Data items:
==================================================
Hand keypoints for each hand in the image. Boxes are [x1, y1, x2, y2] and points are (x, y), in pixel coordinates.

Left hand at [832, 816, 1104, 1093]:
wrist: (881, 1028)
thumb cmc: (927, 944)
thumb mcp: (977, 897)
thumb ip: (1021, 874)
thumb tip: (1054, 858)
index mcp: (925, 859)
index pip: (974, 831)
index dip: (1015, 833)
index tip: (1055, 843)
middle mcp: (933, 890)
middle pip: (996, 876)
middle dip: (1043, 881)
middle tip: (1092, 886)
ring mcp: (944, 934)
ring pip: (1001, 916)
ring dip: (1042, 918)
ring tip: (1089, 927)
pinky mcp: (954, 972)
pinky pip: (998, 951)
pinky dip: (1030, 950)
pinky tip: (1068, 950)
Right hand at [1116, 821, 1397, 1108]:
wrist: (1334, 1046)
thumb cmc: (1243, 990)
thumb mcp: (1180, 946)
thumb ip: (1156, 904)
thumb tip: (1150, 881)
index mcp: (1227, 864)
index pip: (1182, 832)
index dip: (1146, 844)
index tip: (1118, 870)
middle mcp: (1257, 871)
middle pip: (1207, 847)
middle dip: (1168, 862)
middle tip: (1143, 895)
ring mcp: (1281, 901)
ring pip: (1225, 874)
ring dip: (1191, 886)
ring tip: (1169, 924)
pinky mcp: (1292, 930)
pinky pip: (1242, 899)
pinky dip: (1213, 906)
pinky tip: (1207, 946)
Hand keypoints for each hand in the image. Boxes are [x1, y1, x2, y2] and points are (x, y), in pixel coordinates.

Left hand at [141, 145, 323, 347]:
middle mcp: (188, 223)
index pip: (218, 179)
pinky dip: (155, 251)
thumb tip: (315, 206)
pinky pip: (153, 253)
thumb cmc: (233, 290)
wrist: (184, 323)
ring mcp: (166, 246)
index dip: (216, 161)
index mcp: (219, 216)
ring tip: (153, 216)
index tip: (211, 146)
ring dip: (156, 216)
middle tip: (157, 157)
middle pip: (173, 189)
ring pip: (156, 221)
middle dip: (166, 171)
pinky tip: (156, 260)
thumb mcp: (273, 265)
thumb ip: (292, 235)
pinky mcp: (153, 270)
==================================================
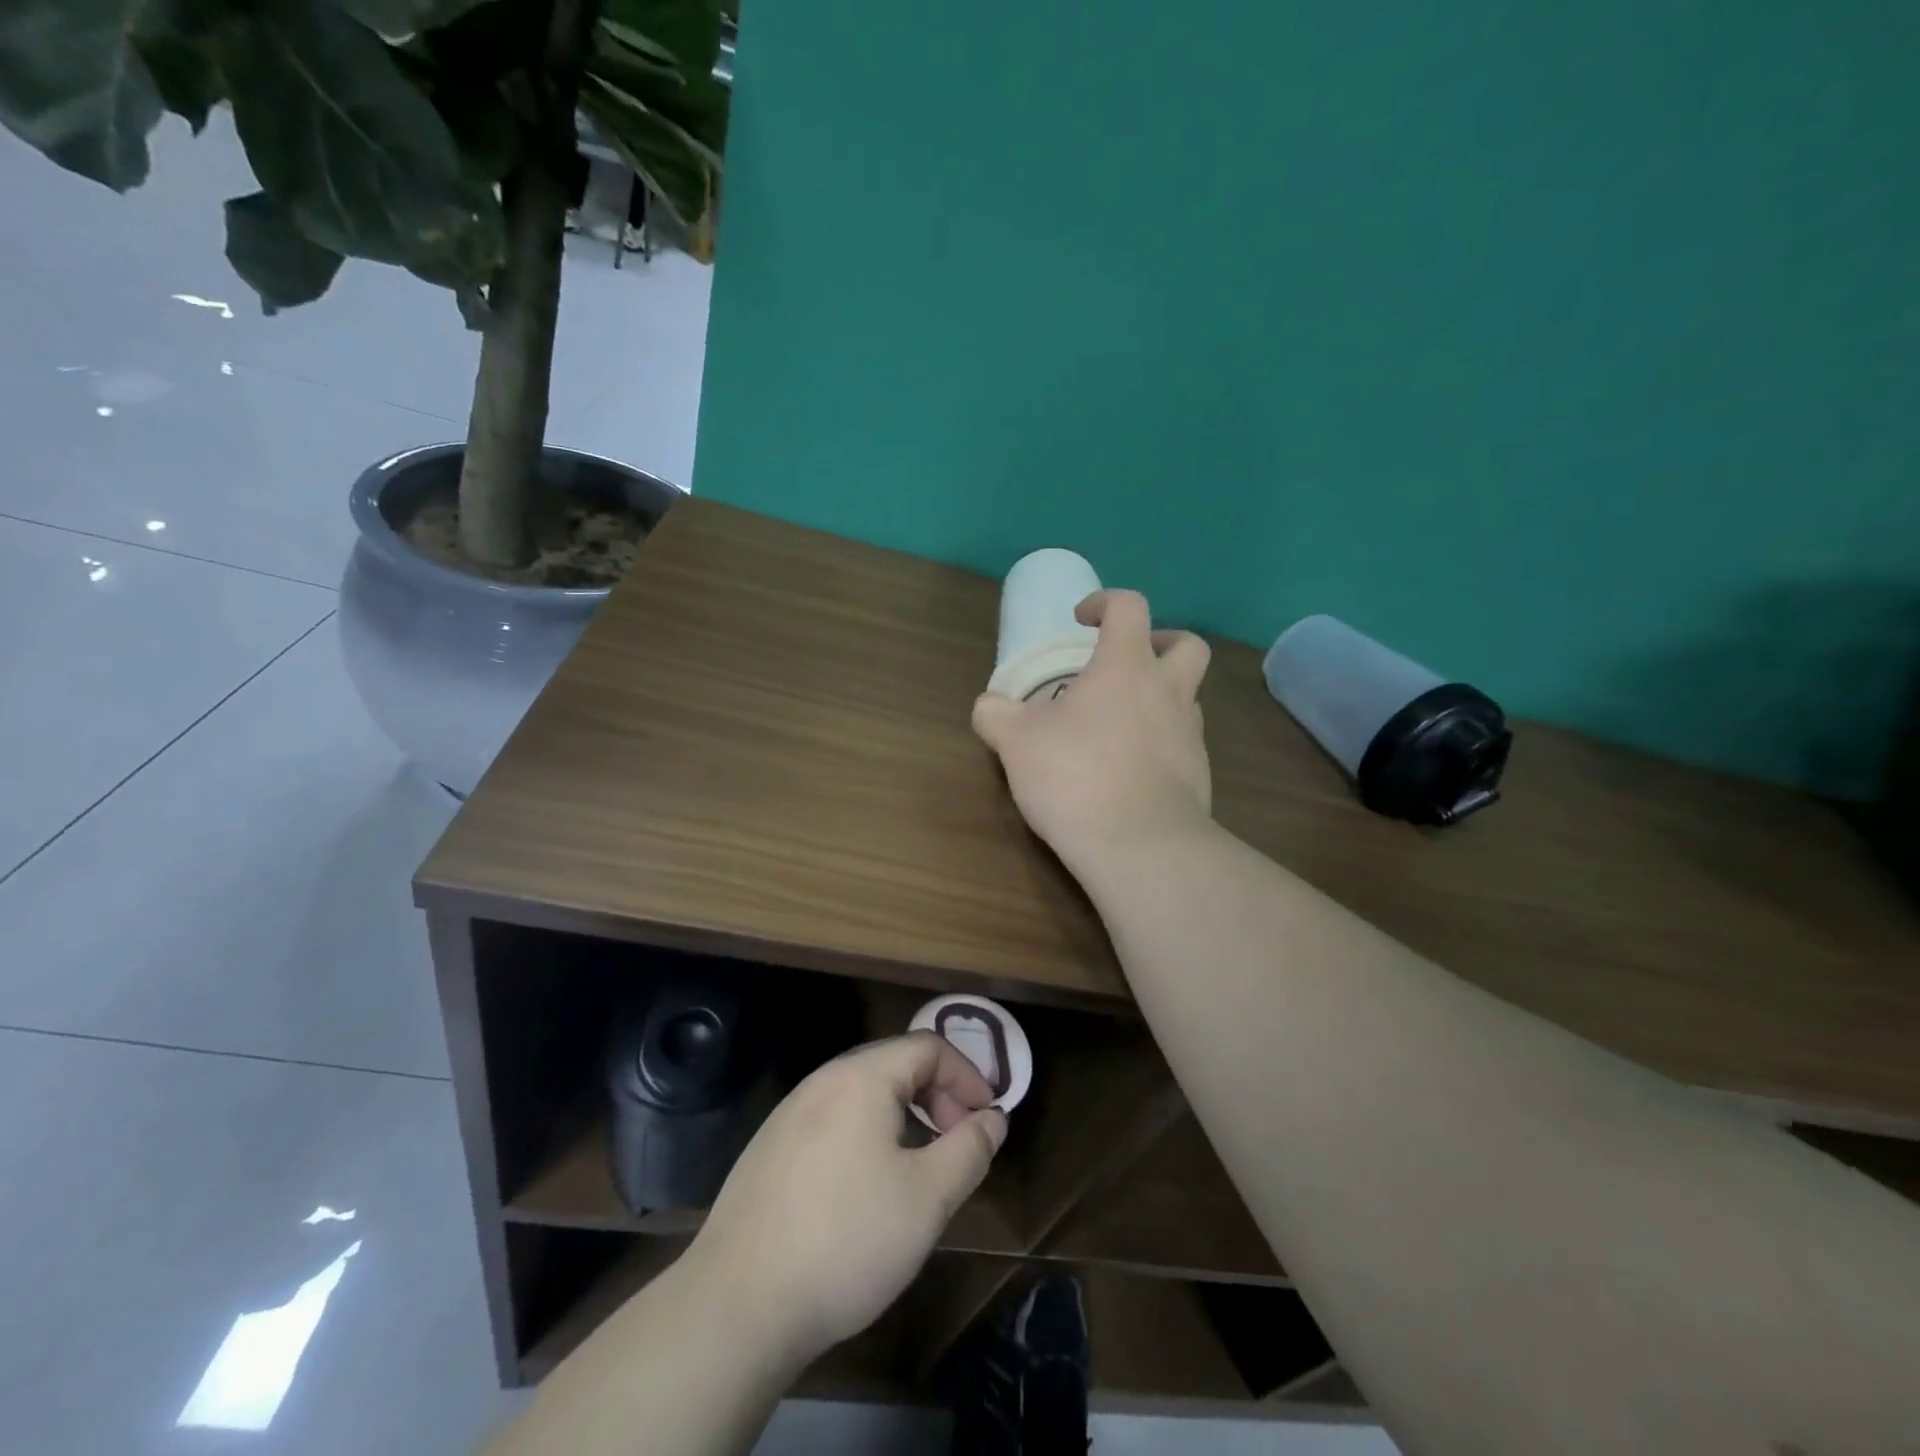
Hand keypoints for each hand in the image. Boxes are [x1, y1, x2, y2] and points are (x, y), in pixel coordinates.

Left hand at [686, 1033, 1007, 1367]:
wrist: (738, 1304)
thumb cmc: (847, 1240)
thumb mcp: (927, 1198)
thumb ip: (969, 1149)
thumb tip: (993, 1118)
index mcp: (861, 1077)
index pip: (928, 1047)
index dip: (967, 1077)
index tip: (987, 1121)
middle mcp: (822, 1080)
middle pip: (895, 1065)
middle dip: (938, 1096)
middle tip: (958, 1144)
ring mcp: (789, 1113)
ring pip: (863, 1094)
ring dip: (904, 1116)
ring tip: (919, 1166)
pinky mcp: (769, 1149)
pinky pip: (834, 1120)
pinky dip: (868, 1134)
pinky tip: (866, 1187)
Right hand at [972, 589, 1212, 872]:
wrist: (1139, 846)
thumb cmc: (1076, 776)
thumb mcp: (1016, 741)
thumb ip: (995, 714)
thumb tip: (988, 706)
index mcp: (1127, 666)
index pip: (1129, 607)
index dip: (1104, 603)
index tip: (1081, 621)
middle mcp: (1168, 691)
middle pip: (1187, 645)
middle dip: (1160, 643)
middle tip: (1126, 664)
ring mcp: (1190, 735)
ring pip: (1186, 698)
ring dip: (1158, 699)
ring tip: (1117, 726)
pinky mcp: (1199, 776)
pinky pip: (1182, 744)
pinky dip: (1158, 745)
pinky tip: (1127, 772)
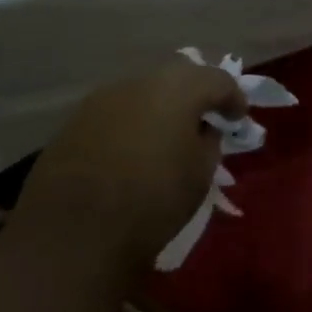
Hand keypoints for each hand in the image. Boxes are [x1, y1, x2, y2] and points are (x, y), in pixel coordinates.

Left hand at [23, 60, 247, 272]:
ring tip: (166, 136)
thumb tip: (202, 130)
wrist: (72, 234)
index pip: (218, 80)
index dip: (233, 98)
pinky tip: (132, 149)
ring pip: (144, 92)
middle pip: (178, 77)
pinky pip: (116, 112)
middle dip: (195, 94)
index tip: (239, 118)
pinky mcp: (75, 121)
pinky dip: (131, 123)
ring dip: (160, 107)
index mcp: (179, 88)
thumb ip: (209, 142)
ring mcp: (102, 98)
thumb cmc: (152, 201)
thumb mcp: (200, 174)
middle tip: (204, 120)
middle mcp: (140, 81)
==================================================
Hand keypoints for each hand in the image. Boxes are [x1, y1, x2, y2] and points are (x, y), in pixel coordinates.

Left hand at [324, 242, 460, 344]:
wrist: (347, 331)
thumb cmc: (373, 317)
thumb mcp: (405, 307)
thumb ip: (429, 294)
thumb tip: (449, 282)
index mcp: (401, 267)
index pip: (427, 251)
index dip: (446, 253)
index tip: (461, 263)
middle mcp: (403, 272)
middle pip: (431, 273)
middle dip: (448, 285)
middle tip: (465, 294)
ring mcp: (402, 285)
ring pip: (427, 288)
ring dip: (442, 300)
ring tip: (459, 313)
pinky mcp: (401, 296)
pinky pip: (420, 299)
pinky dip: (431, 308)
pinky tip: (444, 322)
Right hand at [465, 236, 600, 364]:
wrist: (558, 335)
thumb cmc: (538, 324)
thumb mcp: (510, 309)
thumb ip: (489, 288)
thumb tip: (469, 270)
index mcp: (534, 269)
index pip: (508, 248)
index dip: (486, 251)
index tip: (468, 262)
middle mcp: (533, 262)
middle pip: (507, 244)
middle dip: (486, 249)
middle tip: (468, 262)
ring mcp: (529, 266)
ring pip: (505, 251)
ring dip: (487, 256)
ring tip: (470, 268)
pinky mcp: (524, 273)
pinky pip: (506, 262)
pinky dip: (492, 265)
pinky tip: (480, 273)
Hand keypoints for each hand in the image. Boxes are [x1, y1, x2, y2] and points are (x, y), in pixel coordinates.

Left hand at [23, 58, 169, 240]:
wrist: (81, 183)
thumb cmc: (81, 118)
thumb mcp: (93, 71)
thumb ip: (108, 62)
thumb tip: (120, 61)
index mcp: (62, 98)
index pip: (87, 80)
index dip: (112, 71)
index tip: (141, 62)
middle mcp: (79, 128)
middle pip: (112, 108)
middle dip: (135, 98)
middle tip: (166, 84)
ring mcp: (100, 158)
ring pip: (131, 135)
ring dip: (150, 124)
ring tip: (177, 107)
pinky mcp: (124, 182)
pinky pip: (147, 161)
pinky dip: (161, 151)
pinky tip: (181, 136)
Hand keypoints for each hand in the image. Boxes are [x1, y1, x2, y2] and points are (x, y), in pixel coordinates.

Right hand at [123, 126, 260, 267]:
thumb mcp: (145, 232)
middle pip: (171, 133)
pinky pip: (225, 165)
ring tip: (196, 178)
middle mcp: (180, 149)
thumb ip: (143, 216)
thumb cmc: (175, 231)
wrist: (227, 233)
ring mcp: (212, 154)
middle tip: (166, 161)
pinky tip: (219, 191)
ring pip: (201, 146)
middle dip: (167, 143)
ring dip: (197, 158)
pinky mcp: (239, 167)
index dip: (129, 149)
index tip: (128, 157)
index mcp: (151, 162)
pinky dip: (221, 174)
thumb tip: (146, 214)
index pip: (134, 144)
==================================================
* [Assigned task] Word for word, restate the lines above from the line containing "thumb ip: (209, 142)" through the line containing "middle mcp: (140, 81)", with both included and nothing else.

* [Response to the task]
thumb ip: (209, 142)
ring mcp: (102, 98)
thumb cmc: (152, 201)
thumb mcp: (200, 174)
middle tip: (204, 120)
middle mcp: (140, 81)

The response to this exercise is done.